December 18, 2019
Intel acquired Israel-based AI chip manufacturer Habana Labs for about $2 billion, to strengthen its offerings for data centers requiring such chips. The tech giant already stated that it expects to complete more than $3.5 billion in sales related to artificial intelligence, an increase of 20 percent from last year. The Habana purchase is just one of several that Intel has made in recent years in its efforts to grow new markets. Intel expects the AI chip market to grow to $25 billion by 2024, half from selling chips for data centers.
The Wall Street Journal reports that Intel chief executive Bob Swan “has made AI one of the company’s investment priorities.” The company’s recent purchases include Israeli vehicle camera firm Mobileye for $1.53 billion in 2017; startup Nervana Systems for about $400 million in 2016, followed by Movidius, an Irish startup in “another bet on AI growth.”
Intel general manager of the Intel division for data centers and AI Navin Shenoy noted how Habana “fits into Intel’s broader strategy of going after large new computing markets instead of simply maintaining its dominant share of the market for computers’ main processing chips.” “We have a relatively small share in a large, growing market, so our intent is to go after that,” he said.
Intel is “playing catch-up to rival Nvidia, whose graphics chips were better than Intel’s standard processors at handling the calculations needed in AI.” Deep learning, which is “in growing use,” also requires “large amount of computing horsepower to sift through masses of data to spot trends.”

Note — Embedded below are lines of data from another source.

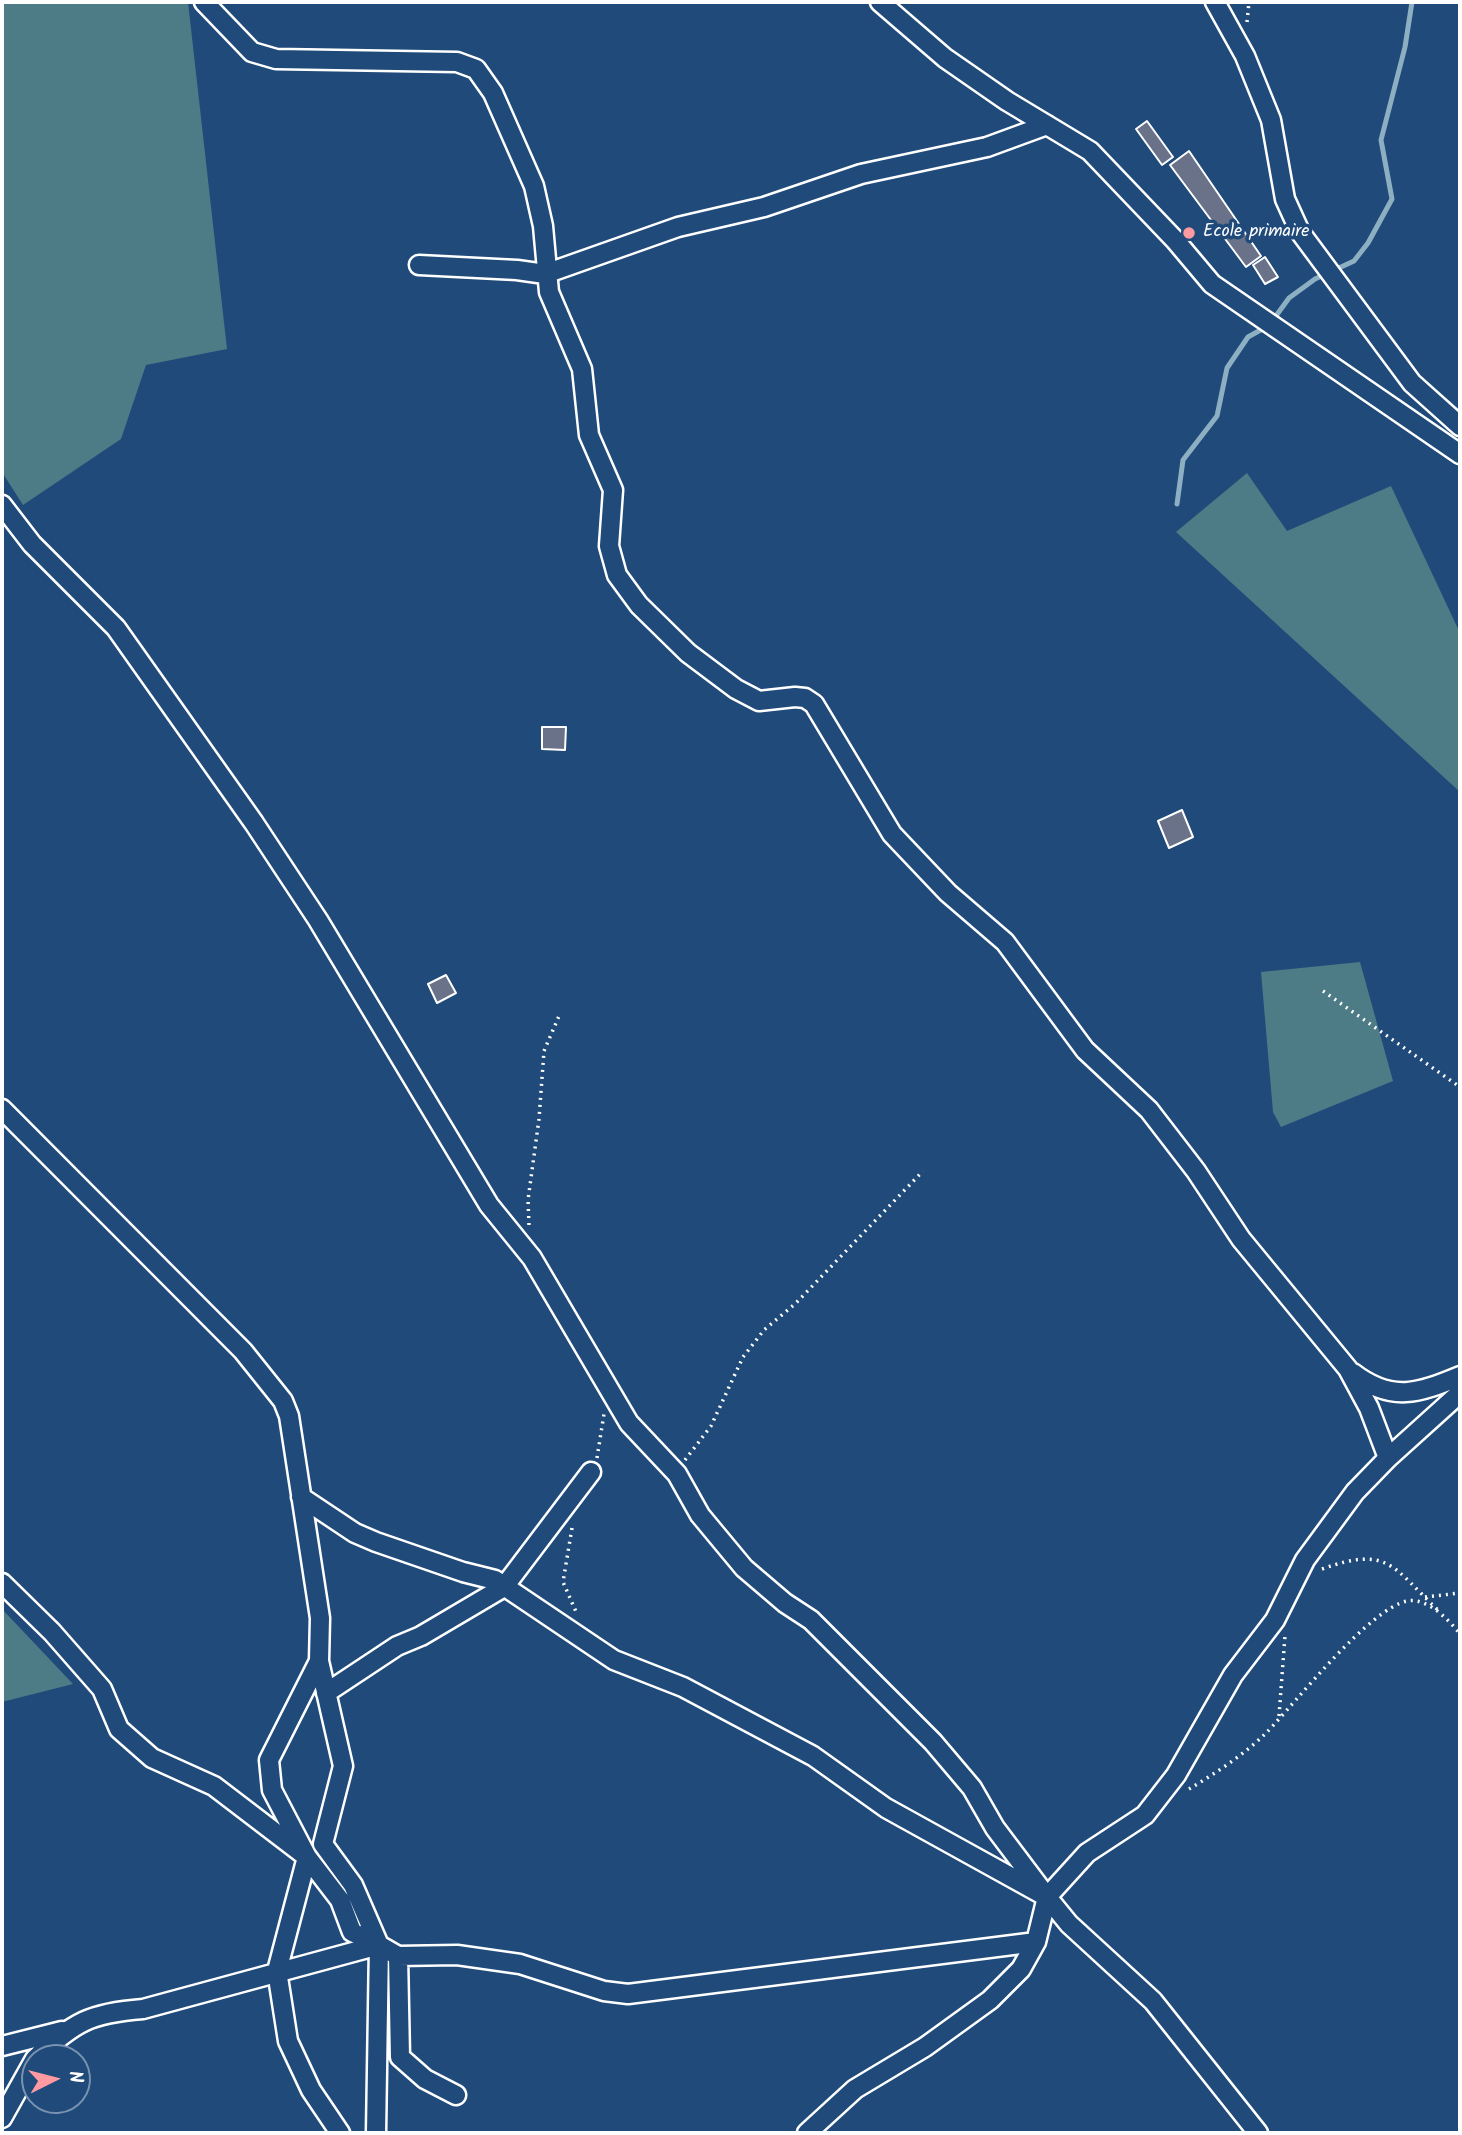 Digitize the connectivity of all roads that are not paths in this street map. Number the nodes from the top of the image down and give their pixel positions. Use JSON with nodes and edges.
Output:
{"nodes":[{"id":1,"x":204,"y":2,"type":"edge"},
{"id":2,"x":880,"y":2,"type":"edge"},
{"id":3,"x":1215,"y":2,"type":"edge"},
{"id":4,"x":1047,"y":125,"type":"junction"},
{"id":5,"x":419,"y":265,"type":"dead end"},
{"id":6,"x":545,"y":274,"type":"junction"},
{"id":7,"x":1460,"y":426,"type":"edge"},
{"id":8,"x":1460,"y":454,"type":"edge"},
{"id":9,"x":2,"y":505,"type":"edge"},
{"id":10,"x":2,"y":1109,"type":"edge"},
{"id":11,"x":1348,"y":1369,"type":"junction"},
{"id":12,"x":1460,"y":1376,"type":"edge"},
{"id":13,"x":1460,"y":1393,"type":"edge"},
{"id":14,"x":1388,"y":1458,"type":"junction"},
{"id":15,"x":591,"y":1472,"type":"road end"},
{"id":16,"x":301,"y":1497,"type":"junction"},
{"id":17,"x":2,"y":1583,"type":"edge"},
{"id":18,"x":505,"y":1587,"type":"junction"},
{"id":19,"x":320,"y":1661,"type":"junction"},
{"id":20,"x":326,"y":1693,"type":"junction"},
{"id":21,"x":307,"y":1857,"type":"junction"},
{"id":22,"x":1047,"y":1897,"type":"junction"},
{"id":23,"x":1037,"y":1942,"type":"junction"},
{"id":24,"x":379,"y":1945,"type":"junction"},
{"id":25,"x":398,"y":1956,"type":"junction"},
{"id":26,"x":277,"y":1971,"type":"junction"},
{"id":27,"x":65,"y":2030,"type":"junction"},
{"id":28,"x":51,"y":2044,"type":"edge"},
{"id":29,"x":2,"y":2046,"type":"edge"},
{"id":30,"x":21,"y":2085,"type":"edge"},
{"id":31,"x":456,"y":2095,"type":"dead end"},
{"id":32,"x":2,"y":2118,"type":"edge"},
{"id":33,"x":1255,"y":2132,"type":"edge"},
{"id":34,"x":340,"y":2133,"type":"edge"},
{"id":35,"x":376,"y":2133,"type":"edge"},
{"id":36,"x":807,"y":2133,"type":"edge"}],
"edges":[{"from":1,"to":6,"type":"street"},
{"from":2,"to":4,"type":"street"},
{"from":3,"to":7,"type":"street"},
{"from":4,"to":6,"type":"street"},
{"from":4,"to":8,"type":"street"},
{"from":5,"to":6,"type":"street"},
{"from":6,"to":11,"type":"street"},
{"from":9,"to":22,"type":"street"},
{"from":10,"to":16,"type":"street"},
{"from":11,"to":12,"type":"street"},
{"from":11,"to":14,"type":"street"},
{"from":13,"to":14,"type":"street"},
{"from":14,"to":22,"type":"street"},
{"from":15,"to":18,"type":"street"},
{"from":16,"to":18,"type":"street"},
{"from":16,"to":19,"type":"street"},
{"from":17,"to":21,"type":"street"},
{"from":18,"to":20,"type":"street"},
{"from":18,"to":22,"type":"street"},
{"from":19,"to":20,"type":"street"},
{"from":19,"to":21,"type":"street"},
{"from":20,"to":24,"type":"street"},
{"from":21,"to":24,"type":"street"},
{"from":21,"to":26,"type":"street"},
{"from":22,"to":23,"type":"street"},
{"from":22,"to":33,"type":"street"},
{"from":23,"to":25,"type":"street"},
{"from":23,"to":36,"type":"street"},
{"from":24,"to":25,"type":"street"},
{"from":24,"to":26,"type":"street"},
{"from":24,"to":35,"type":"street"},
{"from":25,"to":31,"type":"street"},
{"from":26,"to":27,"type":"street"},
{"from":26,"to":34,"type":"street"},
{"from":27,"to":28,"type":"street"},
{"from":27,"to":29,"type":"street"},
{"from":30,"to":32,"type":"street"}]}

Intel stated Habana will remain “an independent business unit” located in Israel and led by current management. It will “report to Intel’s Data Platforms Group, home to Intel’s portfolio of data center class AI technologies.”
Although venture capitalists have “largely shied away from chip investments because of the high development costs,” they too are beginning to invest in the sector. Intel is not alone in making investments in AI.
Apple, for example, has “made a series of acquisitions, mostly of startups for undisclosed amounts, of companies specializing in areas such as facial recognition, AI for home security and self-driving cars.” Google has also “been on an AI acquisition spree, acquiring an AI-focused customer-service company, a computer vision company and the prominent British AI firm DeepMind, among other deals.”